When I go to the off-leash dog park, there’s a reason for it. The reason is to celebrate the fact that I have a domesticated wild animal and the dog park is the only place where it’s legal for her to be wild.
Dogs were feral wolves before they were bred to be our couch mates. The least we can do is let them be wild in a space created specifically for that purpose.
If you’re a helicopter dog mom you should take a flying leap in the other direction and let me have fun watching my own dog behave like a barbarian. It’s in her blood. Leave her alone.
My dog, Dezi, is a well-trained mutt when she’s supposed to be but she definitely has her berserk moments when she’s with her own tribe. If she were any of the dogs in the feature image above, she’d be the smart-ass one in the middle.

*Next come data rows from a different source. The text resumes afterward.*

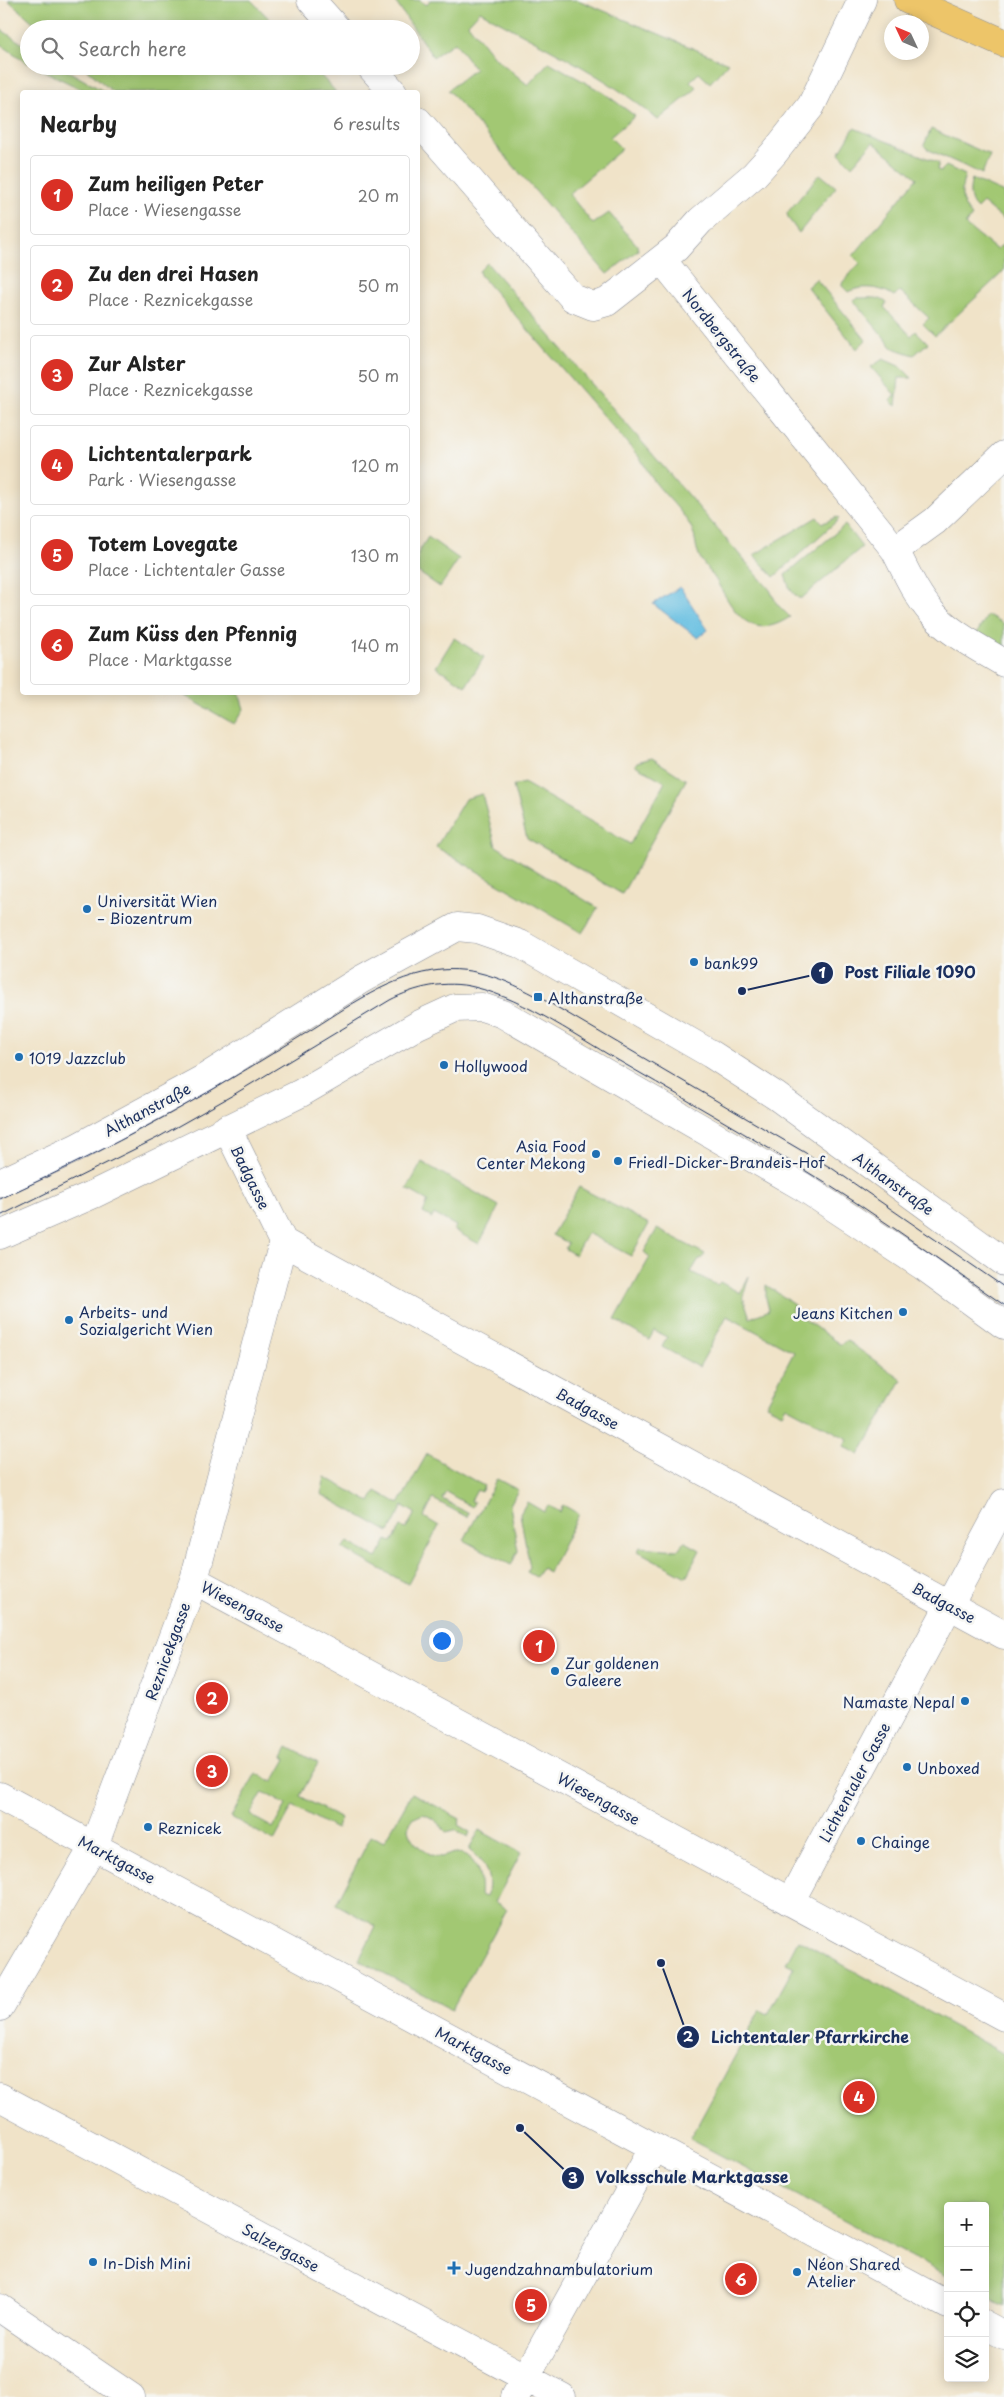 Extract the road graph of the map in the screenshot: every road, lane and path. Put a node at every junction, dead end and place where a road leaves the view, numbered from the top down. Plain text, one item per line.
1 (311, 0) edge
2 (862, 0) edge
3 (908, 0) edge
4 (328, 20) edge
5 (1004, 42) edge
6 (378, 75) edge
7 (391, 90) edge
8 (420, 123) edge
9 (662, 260) junction
10 (1004, 455) edge
11 (895, 550) junction
12 (1004, 663) edge
13 (228, 1128) junction
14 (0, 1183) edge
15 (0, 1235) edge
16 (283, 1242) junction
17 (1004, 1262) edge
18 (1004, 1325) edge
19 (1004, 1503) edge
20 (194, 1580) junction
21 (949, 1604) junction
22 (1004, 1635) edge
23 (0, 1796) edge
24 (94, 1846) junction
25 (790, 1902) junction
26 (0, 2007) edge
27 (1004, 2017) edge
28 (0, 2096) edge
29 (654, 2147) junction
30 (944, 2303) edge
31 (0, 2308) edge
32 (989, 2327) edge
33 (1004, 2335) edge
34 (521, 2387) edge
35 (131, 2397) edge
36 (562, 2397) edge

1 - 4 street
2 - 9 street
3 - 5 main road
6 - 7 street
8 - 9 street
9 - 11 street, Nordbergstraße
10 - 11 street
11 - 12 street, Nordbergstraße
13 - 15 street
13 - 16 street, Badgasse
13 - 18 street
14 - 17 street, Althanstraße
16 - 20 street, Reznicekgasse
16 - 21 street, Badgasse
19 - 21 street, Lichtentaler Gasse
20 - 24 street, Reznicekgasse
20 - 25 street, Wiesengasse
21 - 22 street, Badgasse
21 - 25 street, Lichtentaler Gasse
23 - 24 street, Marktgasse
24 - 26 street, Reznicekgasse
24 - 29 street, Marktgasse
25 - 27 street, Wiesengasse
28 - 34 street, Salzergasse
29 - 30 street, Marktgasse
29 - 34 street
31 - 35 street
32 - 33 street
34 - 36 street, Salzergasse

Dezi is a 70-pound Shepherd mix and her pack consists of other dogs much larger than her.
Alfred is her 90-pound boyfriend and the two are definitely each other’s spirit animals. Alfred’s mom and I regularly meet up and let our two hounds beat the crap out of each other. It’s like watching a National Geographic documentary to see which wild animal ends up dead in the end.
Spoiler alert: Neither one of them end up dead, and so we meet again the next day.
Image by K. Keller
Dogs know how other dogs operate and they teach each other limits through their own language. They communicate and regulate each other in ways we can’t comprehend.
If the owners know what they’re doing, they’re also able to communicate effectively with their dogs. We don’t need to be pre-schooled by helicopter dog moms.
If you are one of these dog moms, you do you, boo. Leave me and Dezi out of it. We were born to be wild.
Today, Alfred was busy so Dezi and I went to the dog park alone. I certainly don’t mind a peaceful stroll once in a while. It’s nice to be able to enjoy the park without worrying about 160 combined pounds of canine barreling into my legs when I’m not looking.
However, if you go to the dog park alone you can 100% bank on pairing off with another human because your dog picks who they want to romp with. Then you’re stuck with the other human, regardless of how you feel about them.
Today, Dezi chose two labs with the dreaded helicopter mom. This woman had the most shrill, repetitive, panicky, over-friggin-protective recall commands I’ve ever heard.
She was so high strung over what her dogs were doing that I consistently stayed twenty paces ahead of her just to avoid conversation.
Dezi doesn’t care to play ball but she will steal other dog’s balls just to encourage a chase. That’s her game. She loves the chase because she loves other dogs.
Helicopter mom had a chuck-it stick and ball for her dogs. Each time she’d lob the ball a mile away her dogs would bolt and of course, Dezi bolted after them.
Every once in a while Dezi would beat the dogs and grab the ball, which is common at dog parks. When she’d win the race I’d yell, “Nice grab Dezi! You got the ball!”
Then the lady would say, “Oh it’s okay, that’s how she plays,” as if I don’t know how my own dog plays.
Every so often Dezi and the younger lab would get in a playful tussle. When wrestling, if a dog is finished they’ll growl or snap at the other dog and the game stops. That’s how they tell each other they’ve had enough.
The young lab did this to Dezi and of course, she backed off like she’s supposed to. Completely normal behavior, I watch it every single day.
The woman then said to me, “See!! Did you see how Dezi backed off? She understood my dog.”
I replied to her, verbatim, “She’s not a dummy you know. She knows how to play.”
One of her dogs jumped over a one-foot high little garden fence in the park and the woman bragged about how her dog is agility trained.
So I waved my hand near a FOUR-foot high concrete planter box and Dezi scaled it in one fluid, graceful leap. My dog is not agility trained. She’s just really cool and free-spirited.
I enjoyed watching the woman try to wrangle her dogs in by coddling and bribing them with treats. While she was yelling at her dogs to come and sit, there was my girl Dezi, sitting pretty and paying full attention to her.
I don’t need to brag about my dog nor do I care about how she’s behaving at the dog park. I am there to let her be wild because she deserves it. I know she’s a fun-loving, non-aggressive dog and there’s nothing for me to worry about.
So, consider this a PSA. If you ever see me at the dog park and feel a need to school me on my own dog’s behavior…please…save your breath.
I already know. We’re doing fine without you.